Output: "20% correlation between temperature and ice cream sales"

What-If: "If temp drops 5°C next week, expect -12% demand"

Free Weather APIs Available

Option 1: OpenWeatherMap Historical (free tier: 5-day history)

  • 5-day historical lookback
  • Global coverage
  • Limited free tier

Option 2: WeatherAPI.com (free tier: 7-day history)

  • Better free tier coverage
  • More detailed metrics
  • Location-based

Option 3: NOAA/NCEI (free, unlimited)

  • US-centric but comprehensive
  • Historical data since 1900s
  • Most reliable for hindcasting
  • Can integrate via NOAA API

Option 4: Open-Meteo (free, no key required)

  • Historical weather back to 1940
  • Global coverage
  • No API key needed
  • Perfect for hindcasting

Recommendation: Start with Open-Meteo (unlimited, global) + NOAA (backup, US-detailed)

Implementation Plan

Phase 1: Data Collection (M3.1.1)

Files to Create:

  1. WeatherHistoricalDataService.js - Fetch/normalize historical weather

    • Method: getHistoricalWeather(lat, lon, startDate, endDate) → returns normalized daily data
    • Caches results to avoid re-fetching
    • Handles missing data periods
    • Returns: {date, temp_avg, temp_min, temp_max, precipitation, humidity, wind_speed}
  2. WeatherDataRepository.js - Store weather snapshots

    • Table: weather_history (tenant_id, location, date, metrics)
    • Tracks source, last_updated
    • Indexes on (tenant_id, location, date) for query performance
  3. Database Migration

    • Creates weather_history table
    • Creates correlation_profiles table (for results)
    • Indexes for time-series queries

Phase 2: Correlation Analysis (M3.1.2)

Files to Create:

  1. CorrelationDiscoveryService.js - Statistical analysis

    • Method: discoverCorrelations(demandHistory, weatherHistory, locationId) → finds correlations
    • Calculates Pearson correlation coefficient
    • Identifies lag periods (weather 1-7 days before demand shift)
    • Filters for statistical significance (p-value < 0.05)
    • Returns: {metric, correlation_coefficient, lag_days, p_value, sample_size}
  2. HindcastingEngine.js - Generates forecasts from correlations

    • Method: generateForecast(currentWeather, correlationProfile, demandBaseline) → what-if forecast
    • Applies learned correlations to current/future weather
    • Shows confidence intervals
    • Explains reasoning ("Based on 5-year history, temperature shifts correlate with demand")

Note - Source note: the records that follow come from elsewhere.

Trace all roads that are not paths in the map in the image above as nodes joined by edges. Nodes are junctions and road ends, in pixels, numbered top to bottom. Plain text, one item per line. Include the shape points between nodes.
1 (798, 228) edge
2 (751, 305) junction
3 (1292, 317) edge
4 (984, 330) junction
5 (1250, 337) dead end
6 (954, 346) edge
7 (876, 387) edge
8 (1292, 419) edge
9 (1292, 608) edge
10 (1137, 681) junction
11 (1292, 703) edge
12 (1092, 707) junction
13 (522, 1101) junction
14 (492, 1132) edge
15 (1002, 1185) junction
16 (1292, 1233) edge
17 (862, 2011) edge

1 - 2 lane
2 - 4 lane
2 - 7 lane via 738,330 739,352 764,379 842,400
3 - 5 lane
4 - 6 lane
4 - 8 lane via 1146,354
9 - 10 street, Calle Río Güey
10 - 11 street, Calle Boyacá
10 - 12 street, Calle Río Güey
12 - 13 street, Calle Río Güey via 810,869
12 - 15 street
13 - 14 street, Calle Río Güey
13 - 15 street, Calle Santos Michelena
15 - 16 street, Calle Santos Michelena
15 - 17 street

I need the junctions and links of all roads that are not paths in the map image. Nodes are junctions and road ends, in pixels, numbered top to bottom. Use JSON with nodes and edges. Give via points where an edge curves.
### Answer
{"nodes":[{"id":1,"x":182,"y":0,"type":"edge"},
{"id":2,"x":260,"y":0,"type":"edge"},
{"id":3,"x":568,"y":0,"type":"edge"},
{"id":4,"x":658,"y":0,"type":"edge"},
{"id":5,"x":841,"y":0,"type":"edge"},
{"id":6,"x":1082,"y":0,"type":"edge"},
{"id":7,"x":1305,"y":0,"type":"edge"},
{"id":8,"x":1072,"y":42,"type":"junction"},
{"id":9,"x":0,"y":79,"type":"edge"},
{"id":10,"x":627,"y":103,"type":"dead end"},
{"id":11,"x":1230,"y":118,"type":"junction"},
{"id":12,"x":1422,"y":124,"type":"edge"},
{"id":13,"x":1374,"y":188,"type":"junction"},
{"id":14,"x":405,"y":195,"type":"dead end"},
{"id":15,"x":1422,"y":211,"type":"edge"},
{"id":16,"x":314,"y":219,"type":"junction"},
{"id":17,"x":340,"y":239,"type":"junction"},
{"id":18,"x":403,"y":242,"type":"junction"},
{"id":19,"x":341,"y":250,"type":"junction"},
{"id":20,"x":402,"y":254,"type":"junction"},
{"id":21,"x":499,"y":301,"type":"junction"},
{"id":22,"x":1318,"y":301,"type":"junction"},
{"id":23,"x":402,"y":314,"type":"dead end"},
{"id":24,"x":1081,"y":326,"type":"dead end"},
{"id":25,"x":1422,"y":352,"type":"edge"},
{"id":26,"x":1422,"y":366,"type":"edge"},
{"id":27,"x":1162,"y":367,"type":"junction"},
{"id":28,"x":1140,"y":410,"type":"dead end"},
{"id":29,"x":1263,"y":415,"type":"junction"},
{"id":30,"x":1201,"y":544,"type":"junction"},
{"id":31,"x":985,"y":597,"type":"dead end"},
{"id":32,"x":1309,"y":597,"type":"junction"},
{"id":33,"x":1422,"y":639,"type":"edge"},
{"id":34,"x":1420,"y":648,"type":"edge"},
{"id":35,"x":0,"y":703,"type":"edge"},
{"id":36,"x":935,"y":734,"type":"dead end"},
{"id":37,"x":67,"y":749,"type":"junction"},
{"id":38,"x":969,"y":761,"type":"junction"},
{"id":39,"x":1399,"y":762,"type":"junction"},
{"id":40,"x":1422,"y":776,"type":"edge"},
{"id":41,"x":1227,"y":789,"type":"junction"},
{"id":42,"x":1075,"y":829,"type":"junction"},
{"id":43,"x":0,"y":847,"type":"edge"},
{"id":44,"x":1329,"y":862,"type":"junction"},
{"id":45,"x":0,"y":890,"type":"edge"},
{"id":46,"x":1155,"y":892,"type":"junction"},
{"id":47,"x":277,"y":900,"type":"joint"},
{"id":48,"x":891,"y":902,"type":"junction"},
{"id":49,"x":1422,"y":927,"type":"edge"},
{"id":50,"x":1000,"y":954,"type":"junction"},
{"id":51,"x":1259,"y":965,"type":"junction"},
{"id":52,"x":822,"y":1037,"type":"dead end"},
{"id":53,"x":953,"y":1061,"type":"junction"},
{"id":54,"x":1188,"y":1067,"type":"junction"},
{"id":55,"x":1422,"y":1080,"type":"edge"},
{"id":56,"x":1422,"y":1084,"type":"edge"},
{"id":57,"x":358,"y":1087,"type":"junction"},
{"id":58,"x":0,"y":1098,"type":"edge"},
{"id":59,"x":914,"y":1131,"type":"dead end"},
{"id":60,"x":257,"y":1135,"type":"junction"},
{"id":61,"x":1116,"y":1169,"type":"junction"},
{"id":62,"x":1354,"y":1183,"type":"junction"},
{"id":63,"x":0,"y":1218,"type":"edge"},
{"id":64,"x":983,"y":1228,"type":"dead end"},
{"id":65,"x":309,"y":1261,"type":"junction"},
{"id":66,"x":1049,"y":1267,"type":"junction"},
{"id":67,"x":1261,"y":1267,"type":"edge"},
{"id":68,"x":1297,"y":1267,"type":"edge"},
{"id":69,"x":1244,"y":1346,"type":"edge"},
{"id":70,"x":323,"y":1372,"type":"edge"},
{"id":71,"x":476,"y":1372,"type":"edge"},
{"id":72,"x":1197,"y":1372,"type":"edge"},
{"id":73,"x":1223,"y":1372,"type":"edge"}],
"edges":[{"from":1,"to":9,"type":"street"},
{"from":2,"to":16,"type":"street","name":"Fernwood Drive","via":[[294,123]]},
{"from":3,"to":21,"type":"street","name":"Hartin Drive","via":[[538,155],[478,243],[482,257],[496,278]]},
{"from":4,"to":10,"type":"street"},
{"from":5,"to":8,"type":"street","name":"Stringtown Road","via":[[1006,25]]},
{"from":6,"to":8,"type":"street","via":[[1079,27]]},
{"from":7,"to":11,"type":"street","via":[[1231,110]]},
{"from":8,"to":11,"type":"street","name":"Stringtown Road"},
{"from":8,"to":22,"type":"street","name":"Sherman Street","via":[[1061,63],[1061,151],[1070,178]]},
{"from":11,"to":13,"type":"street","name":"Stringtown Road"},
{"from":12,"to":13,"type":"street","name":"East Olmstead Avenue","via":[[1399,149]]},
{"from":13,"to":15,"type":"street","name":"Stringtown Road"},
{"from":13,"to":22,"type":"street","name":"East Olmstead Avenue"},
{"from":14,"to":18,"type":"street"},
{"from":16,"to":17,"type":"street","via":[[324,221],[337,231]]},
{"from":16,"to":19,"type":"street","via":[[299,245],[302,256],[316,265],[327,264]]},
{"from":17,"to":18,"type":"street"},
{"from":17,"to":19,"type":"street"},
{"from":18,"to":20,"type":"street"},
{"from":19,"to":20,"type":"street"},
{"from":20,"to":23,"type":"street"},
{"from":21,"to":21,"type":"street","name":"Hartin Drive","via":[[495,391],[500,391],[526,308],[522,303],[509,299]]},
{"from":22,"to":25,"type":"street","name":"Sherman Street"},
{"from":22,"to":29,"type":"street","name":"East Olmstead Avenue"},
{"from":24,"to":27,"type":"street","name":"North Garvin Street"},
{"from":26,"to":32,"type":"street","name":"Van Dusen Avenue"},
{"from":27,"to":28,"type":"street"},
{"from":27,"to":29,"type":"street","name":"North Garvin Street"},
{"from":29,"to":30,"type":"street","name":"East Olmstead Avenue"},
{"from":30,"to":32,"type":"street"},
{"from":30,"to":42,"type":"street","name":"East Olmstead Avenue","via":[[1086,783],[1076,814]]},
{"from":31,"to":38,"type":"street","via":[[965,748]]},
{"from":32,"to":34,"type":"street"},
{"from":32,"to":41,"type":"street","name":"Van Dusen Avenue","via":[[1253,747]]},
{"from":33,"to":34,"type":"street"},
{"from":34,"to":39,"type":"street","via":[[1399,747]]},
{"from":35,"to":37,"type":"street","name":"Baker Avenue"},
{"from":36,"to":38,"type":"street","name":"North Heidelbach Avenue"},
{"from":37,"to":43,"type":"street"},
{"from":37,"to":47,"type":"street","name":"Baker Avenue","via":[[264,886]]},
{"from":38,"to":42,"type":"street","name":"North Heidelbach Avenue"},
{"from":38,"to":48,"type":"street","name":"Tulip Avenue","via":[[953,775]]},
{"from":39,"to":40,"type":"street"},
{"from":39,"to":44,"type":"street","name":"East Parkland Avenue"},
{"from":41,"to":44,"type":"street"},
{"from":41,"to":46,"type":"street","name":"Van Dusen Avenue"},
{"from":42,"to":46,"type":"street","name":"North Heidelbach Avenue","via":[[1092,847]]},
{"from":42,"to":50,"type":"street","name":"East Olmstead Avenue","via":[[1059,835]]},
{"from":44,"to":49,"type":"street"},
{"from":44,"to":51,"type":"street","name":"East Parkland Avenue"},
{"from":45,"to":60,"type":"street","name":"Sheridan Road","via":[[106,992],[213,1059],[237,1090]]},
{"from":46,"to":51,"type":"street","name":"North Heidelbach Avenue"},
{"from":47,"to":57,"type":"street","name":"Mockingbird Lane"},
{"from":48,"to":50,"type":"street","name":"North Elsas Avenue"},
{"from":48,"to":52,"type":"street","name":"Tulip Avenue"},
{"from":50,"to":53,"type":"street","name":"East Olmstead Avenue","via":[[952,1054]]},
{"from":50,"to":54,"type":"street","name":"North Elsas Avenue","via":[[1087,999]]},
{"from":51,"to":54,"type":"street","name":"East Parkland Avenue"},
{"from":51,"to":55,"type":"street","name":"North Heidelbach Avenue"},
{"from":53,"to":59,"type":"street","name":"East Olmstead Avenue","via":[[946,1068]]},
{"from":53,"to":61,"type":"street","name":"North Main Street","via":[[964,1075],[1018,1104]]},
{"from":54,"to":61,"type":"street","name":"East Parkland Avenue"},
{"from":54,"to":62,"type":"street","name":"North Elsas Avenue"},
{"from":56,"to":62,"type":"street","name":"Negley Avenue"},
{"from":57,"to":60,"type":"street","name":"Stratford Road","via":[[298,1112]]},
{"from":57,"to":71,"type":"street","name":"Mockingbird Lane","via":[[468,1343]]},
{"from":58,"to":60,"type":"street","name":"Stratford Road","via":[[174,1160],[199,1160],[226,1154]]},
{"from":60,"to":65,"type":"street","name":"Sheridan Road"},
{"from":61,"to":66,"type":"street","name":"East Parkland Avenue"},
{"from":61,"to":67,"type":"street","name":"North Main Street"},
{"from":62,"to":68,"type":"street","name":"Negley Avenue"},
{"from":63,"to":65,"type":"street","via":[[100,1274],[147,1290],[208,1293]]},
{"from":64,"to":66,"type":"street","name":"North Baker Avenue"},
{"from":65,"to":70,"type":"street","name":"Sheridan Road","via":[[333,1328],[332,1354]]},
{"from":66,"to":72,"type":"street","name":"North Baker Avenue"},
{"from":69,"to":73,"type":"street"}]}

Phase 3: API Integration (M3.1.3)

Files to Create:

  1. weatherForecastRoutes.js - Hindcast API endpoints
    • GET /api/weather/historical/:location - Get cached historical data
    • GET /api/weather/correlations/:location - Get discovered correlations
    • POST /api/weather/forecast - Generate what-if forecast
    • POST /api/weather/sync - Force sync historical data

Data Model

-- Weather history for hindcasting
CREATE TABLE weather_history (
id UUID PRIMARY KEY,
tenant_id UUID,
location_id UUID, -- or lat/lon pair
date DATE,
temp_avg DECIMAL(5,2), -- Celsius
temp_min DECIMAL(5,2),
temp_max DECIMAL(5,2),
precipitation DECIMAL(6,2), -- mm
humidity INT, -- 0-100
wind_speed DECIMAL(5,2), -- m/s
source VARCHAR(100), -- "open-meteo", "noaa", etc.
data_quality_score DECIMAL(3,2), -- 0-1
created_at TIMESTAMP,
INDEX (tenant_id, location_id, date)
);

-- Learned correlations per location
CREATE TABLE correlation_profiles (
id UUID PRIMARY KEY,
tenant_id UUID,
location_id UUID,
demand_metric VARCHAR(100), -- "sales", "units_sold", etc.
weather_metric VARCHAR(100), -- "temp_avg", "precipitation", etc.
correlation_coefficient DECIMAL(5,3), -- -1 to +1
lag_days INT, -- days between weather and demand
p_value DECIMAL(10,8), -- statistical significance
sample_size INT, -- number of data points used
r_squared DECIMAL(5,3), -- explained variance
equation VARCHAR(500), -- linear regression: y = ax + b
confidence_interval VARCHAR(100), -- 95% CI: [lower, upper]
time_period_start DATE, -- when data was collected
time_period_end DATE,
last_updated TIMESTAMP,
INDEX (tenant_id, location_id, demand_metric)
);

Use Cases

Use Case 1: Demand Pattern Explanation

User sees: Demand spiked 30% last week
System explains:
"Temperature dropped 8°C (0.87 correlation, p<0.01)
Based on 5-year history: -1.2% demand per °C drop
Expected impact: -9.6%, actual: -10.1%
✓ Aligns with learned correlation"

Use Case 2: What-If Forecasting

Weather forecast: Temperature will rise 3°C next week
System predicts:
"Based on learned correlation (0.72, lag=2 days),
expect +3.6% demand increase in 2-3 days
Confidence: 78% (from 5-year profile)"

Use Case 3: Seasonal Pattern Training

System analyzes:
- January: -22% correlation with temp (winter driving demand)
- July: +18% correlation with temp (air conditioning demand)
- Creates seasonal sub-profiles

MILESTONE 3.2: Economic Indicators & Policy Integration

Strategic Approach

Problem: Supply chains react to policy shifts (FTA, tariffs, sanctions), but these aren't reflected in demand data alone.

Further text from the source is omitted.